Cosa si può fare per puntare alla qualifica olimpica?

Io voglio sempre vincere, ma va bene così. Dobbiamo lavorare sul nostro tempo, sapendo che il gap non è più altissimo come tre anni fa. Fra qualche anno con questi ragazzi parleremo di medaglie fra gli elite, ma teniamo conto che abbiamo cominciato il ciclo olimpico con Predomo che era ancora junior. C’è una cosa che mi scoccia, che tutti i più forti sono in Europa e quindi col nostro tempo rischiamo di stare fuori. Mentre per la Cina basta a vincere nel circuito Asiatico e al Canada per qualificarsi in quello americano. Ma la nostra rincorsa resta entusiasmante.

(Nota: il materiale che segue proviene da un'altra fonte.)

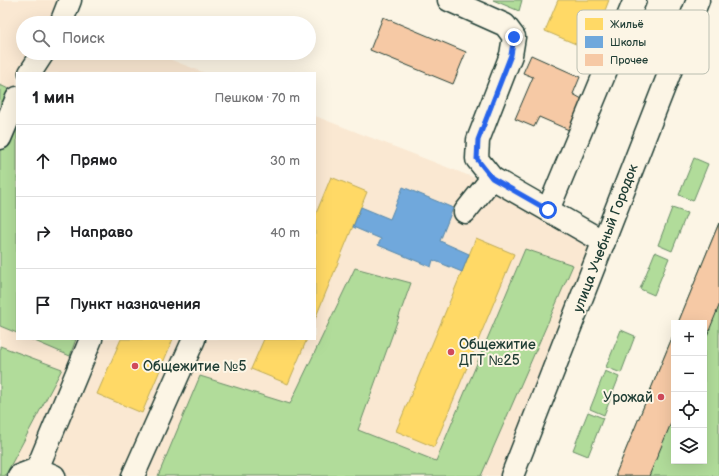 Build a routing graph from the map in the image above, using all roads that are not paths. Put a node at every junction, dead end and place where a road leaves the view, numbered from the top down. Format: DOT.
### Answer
graph roads {
  1 [pos="70,0"];
  2 [pos="449,0"];
  3 [pos="635,0"];
  4 [pos="698,0"];
  5 [pos="631,10"];
  6 [pos="694,10"];
  7 [pos="64,16"];
  8 [pos="38,60"];
  9 [pos="31,72"];
  10 [pos="604,74"];
  11 [pos="669,74"];
  12 [pos="16,100"];
  13 [pos="0,138"];
  14 [pos="492,178"];
  15 [pos="548,210"];
  16 [pos="465,212"];
  17 [pos="604,242"];
  18 [pos="91,340"];
  19 [pos="194,340"];
  20 [pos="37,474"];
  21 [pos="133,476"];
  22 [pos="512,476"];
  1 -- 7 [label="street"];
  2 -- 14 [label="street"];
  3 -- 5 [label="street"];
  4 -- 6 [label="street, улица Учебный Городок"];
  8 -- 9 [label="street"];
  10 -- 15 [label="street"];
  11 -- 17 [label="street, улица Учебный Городок"];
  12 -- 13 [label="street"];
  14 -- 15 [label="street"];
  14 -- 16 [label="street"];
  15 -- 17 [label="street"];
  17 -- 22 [label="street, улица Учебный Городок"];
  18 -- 20 [label="street"];
  19 -- 21 [label="street"];
}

Come si fa per qualificarsi?

Con i ragazzi restano le quattro prove di Coppa, mentre Miriam Vece è qualificata al 99 per cento. Le prime due prove di Coppa, sin dalla prossima in Australia, avranno un livello pazzesco. Nelle ultime due, soprattutto a Milton, andranno a giocarsela quelli che devono qualificarsi. E con loro non ci sono storie: dobbiamo vincere. Bisognerà fare 43.200-43.300. Ci stiamo avvicinando, lavorando sulla preparazione e sui materiali. Non so come finirà per Parigi, ma se devo essere eliminato, spero di non finire 15°, ma di essere il primo fra gli esclusi. Almeno ci darebbe una motivazione in più per puntare alla prossima volta. Ora si festeggia, domenica si parte per l’Australia: questo sarà un anno ad altissima tensione.